Wednesday, April 1, 2026

Of Switching Places and April Fool’s by Konnie Enos

 

Last night Bonnie called me to remind me it was my turn to do the post which I honestly hadn’t been thinking about because well, I am sick yet again. But I did promise her I’d get something up. So here I am at way too early in the morning typing well, something.

You see, which is usually the case, I had no idea what to write about. This had me spending the next hour or so after she called trying to generate an idea. Not coming up with one, I felt getting some sleep and working on it this morning might help.

It was as I was preparing to get into bed that a thought occurred to me. You see I had just been updating my planner, so it was prepared to handle this new month. I realized that today is April 1st. In other words, April Fool’s Day.

Now I have never been into playing pranks on people. In fact, the inane antics of the males in our family when I was a teenager turned me completely off the whole thing. Generally, I just ignore that it’s April Fool’s Day.

However, being an identical twin Bonnie and I did try switching places. The only two times I can think of was when we were about 9 and I do not remember which one we did first, but I’ll start with Momma.

We were in the living room of our home and for some reason decided to convince our mother that she had us mixed up. It was way easier than it should have been. And far harder to convince her that we’d been pulling a prank on her. But then she was never able to completely tell us apart anyway. When we called her, as adults, the two of us would have to specifically tell her which one we were, each and every time. (For that matter, our dad was just as bad.)
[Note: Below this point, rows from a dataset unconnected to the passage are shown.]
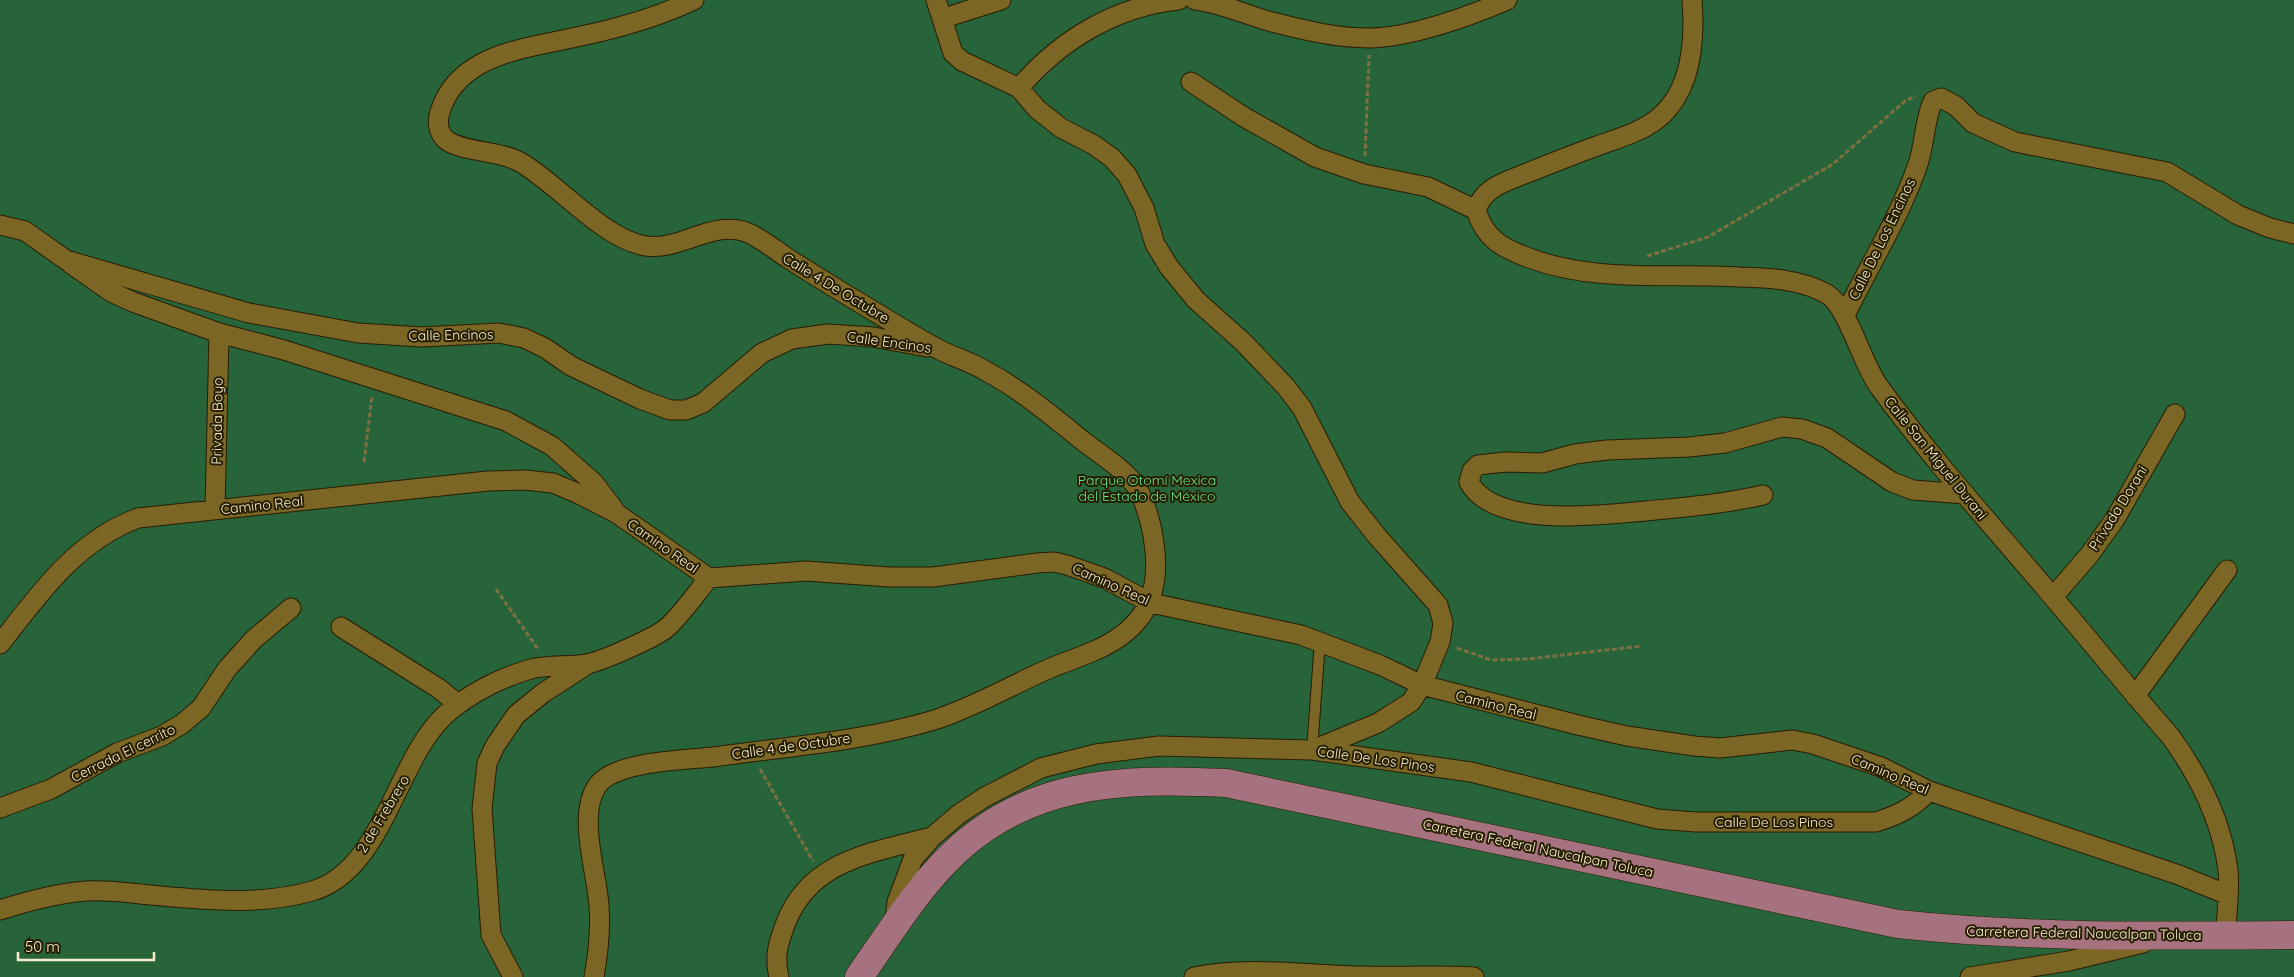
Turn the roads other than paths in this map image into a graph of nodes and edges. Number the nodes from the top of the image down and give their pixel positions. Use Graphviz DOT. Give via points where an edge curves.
graph roads {
  1 [pos="694,0"];
  2 [pos="936,0"];
  3 [pos="1002,0"];
  4 [pos="1179,0"];
  5 [pos="1195,0"];
  6 [pos="1507,0"];
  7 [pos="1692,0"];
  8 [pos="944,18"];
  9 [pos="1192,82"];
  10 [pos="1019,88"];
  11 [pos="1476,210"];
  12 [pos="0,225"];
  13 [pos="2294,234"];
  14 [pos="66,260"];
  15 [pos="1845,315"];
  16 [pos="219,333"];
  17 [pos="938,349"];
  18 [pos="2175,414"];
  19 [pos="1965,494"];
  20 [pos="1763,495"];
  21 [pos="215,510"];
  22 [pos="616,513"];
  23 [pos="2227,570"];
  24 [pos="709,578"];
  25 [pos="2053,597"];
  26 [pos="1151,603"];
  27 [pos="290,608"];
  28 [pos="341,627"];
  29 [pos="1320,641"];
  30 [pos="0,644"];
  31 [pos="588,664"];
  32 [pos="1422,685"];
  33 [pos="2135,696"];
  34 [pos="458,704"];
  35 [pos="1312,750"];
  36 [pos="1929,791"];
  37 [pos="0,808"];
  38 [pos="932,837"];
  39 [pos="2228,896"];
  40 [pos="0,910"];
  41 [pos="894,928"];
  42 [pos="2171,935"];
  43 [pos="2294,935"];
  44 [pos="2225,936"];
  45 [pos="1430,976"];
  46 [pos="1980,976"];
  47 [pos="513,977"];
  48 [pos="594,977"];
  49 [pos="779,977"];
  50 [pos="859,977"];
  51 [pos="1194,977"];
  52 [pos="1474,977"];
  1 -- 17 [label="street, Calle 4 De Octubre" via="608,32 496,56 472,69 454,86 443,102 438,118 440,132 447,142 460,147 508,155 616,234 640,246 656,247 716,230 734,229 750,233 812,275"];
  2 -- 8 [label="street"];
  3 -- 8 [label="street"];
  4 -- 10 [label="street" via="1141,8 1077,35 1037,67"];
  5 -- 6 [label="street" via="1212,2 1269,22 1319,34 1370,38 1443,24"];
  7 -- 11 [label="street" via="1688,71 1676,98 1662,115 1637,131 1489,189"];
  8 -- 10 [label="street" via="953,53 962,61"];
  9 -- 11 [label="street" via="1244,117 1315,157 1364,174 1428,187"];
  10 -- 32 [label="street" via="1037,109 1061,128 1112,158 1127,175 1144,208 1155,244 1169,267 1196,300 1286,387 1302,408 1350,502 1438,605 1443,623 1440,642"];
  11 -- 15 [label="street, Calle San Miguel Durani" via="1481,226 1490,237 1514,252 1550,266 1608,275 1771,278 1805,284 1830,296"];
  12 -- 14 [label="street, Calle Encinos" via="25,231"];
  13 -- 15 [label="street, Calle De Los Encinos" via="2238,215 2167,172 2015,142 1973,123 1941,98 1934,101 1929,109 1918,166 1898,212"];
  14 -- 16 [label="street" via="111,292"];
  14 -- 17 [label="street, Calle Encinos" via="249,313 358,333 422,337 498,333 524,338 571,366 670,410 686,410 703,403 762,353 792,339 846,335"];
  15 -- 19 [label="street, Calle San Miguel Durani" via="1864,363 1878,387"];
  16 -- 21 [label="street, Privada Boyo"];
  16 -- 22 [label="street" via="284,350 497,418 525,430 552,446 594,483"];
  17 -- 26 [label="street, Calle 4 De Octubre" via="983,369 1017,390 1132,482 1144,505 1152,534 1155,572"];
  18 -- 25 [label="street, Privada Dorani" via="2115,519"];
  19 -- 20 [label="street" via="1912,490 1892,482 1827,438 1802,429 1782,427 1724,443 1607,450 1542,463 1478,465 1472,471 1470,482 1474,491 1510,509 1557,517 1724,504"];
  19 -- 25 [label="street, Calle San Miguel Durani"];
  21 -- 22 [label="street, Camino Real" via="488,481 525,480 553,483"];
  21 -- 30 [label="street, Camino Real" via="138,518 114,527 91,542 47,584"];
  22 -- 24 [label="street, Camino Real"];
  23 -- 33 [label="street"];
  24 -- 26 [label="street, Camino Real" via="806,571 933,577 1054,562 1104,578"];
  24 -- 31 [label="street, 2 de Frebrero" via="665,629"];
  25 -- 33 [label="street, Calle San Miguel Durani"];
  26 -- 29 [label="street, Camino Real"];
  26 -- 48 [label="street, Calle 4 de Octubre" via="1133,626 1097,650 937,719 824,744 636,767 605,778 596,787 588,814 600,928"];
  27 -- 37 [label="street, Cerrada El cerrito" via="253,640 200,708 182,724 162,736 117,753 51,789"];
  28 -- 34 [label="street"];
  29 -- 32 [label="street, Camino Real"];
  29 -- 35 [label="lane"];
  31 -- 34 [label="street, 2 de Frebrero" via="532,669 483,689"];
  31 -- 47 [label="street" via="516,715 486,763 482,809 491,935"];
  32 -- 35 [label="street" via="1411,702 1397,713"];
  32 -- 36 [label="street, Camino Real" via="1578,725 1674,744 1720,748 1792,740 1813,744 1881,767"];
  33 -- 39 [label="street, Calle San Miguel Durani" via="2192,767 2223,844"];
  34 -- 40 [label="street, 2 de Frebrero" via="430,731 365,850 339,877 315,890 252,902 88,891"];
  35 -- 36 [label="street, Calle De Los Pinos" via="1471,772 1597,806 1658,819 1687,821 1876,822 1900,814 1918,803"];
  35 -- 38 [label="street, Calle De Los Pinos" via="1159,746 1096,754 1041,768 985,797"];
  36 -- 39 [label="street, Camino Real" via="2179,875"];
  38 -- 41 [label="street, Calle De Los Pinos" via="918,852 907,872 897,902"];
  38 -- 49 [label="street" via="870,853 821,875 792,907 776,950"];
  39 -- 44 [label="street, Calle San Miguel Durani"];
  41 -- 42 [label="main road, Carretera Federal Naucalpan Toluca" via="942,865 969,840 1001,818 1049,796 1103,784 1167,780 1226,783 1898,924 2038,935"];
  41 -- 50 [label="main road, Carretera Federal Naucalpan Toluca"];
  42 -- 44 [label="main road, Carretera Federal Naucalpan Toluca"];
  42 -- 46 [label="street" via="2069,961"];
  43 -- 44 [label="main road, Carretera Federal Naucalpan Toluca"];
  45 -- 51 [label="street" via="1262,971"];
  45 -- 52 [label="street"];
}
Obviously, fooling our mother worked so we decided to switch places at school one day. This was one of those schools who had multiple classrooms for our grade and was among those idiotic schools who also felt separating twins was a requirement. We were in different classrooms.

That morning, I went to her class and sat in her seat participating in the lesson with her classmates. We were only a few minutes into the lesson when my teacher came to the classroom with Bonnie and switched us back. Of all the people we interacted with that morning, my teacher was the first one to figure it out.

We honestly never attempted to switch places again. And no, I don’t think either of those efforts happened on April Fool’s Day. (Don’t quote me on this because that was long enough ago that I seriously can’t remember dates.)

But this post is about April Fool’s Day, so I also remembered one event that did happen on that day.

About three years after the aforementioned events, we were at a different school (not a newsflash, we were always at a different school back then). At this school the principle understood twins and refused to place them in different classes.

Now this teacher, for whatever reason, could easily tell us apart. She simply had no issues with mixing us up, unlike our classmates who were always mixing us up.

Now the morning of April Fool’s Day we were walking to school with a friend who lived on the same block we did, and she brought up the fact it was April Fool’s Day. Neither Bonnie nor I had even remembered that fact. We had not made any efforts to switch places and didn’t think it would work anyway because our teacher could tell us apart.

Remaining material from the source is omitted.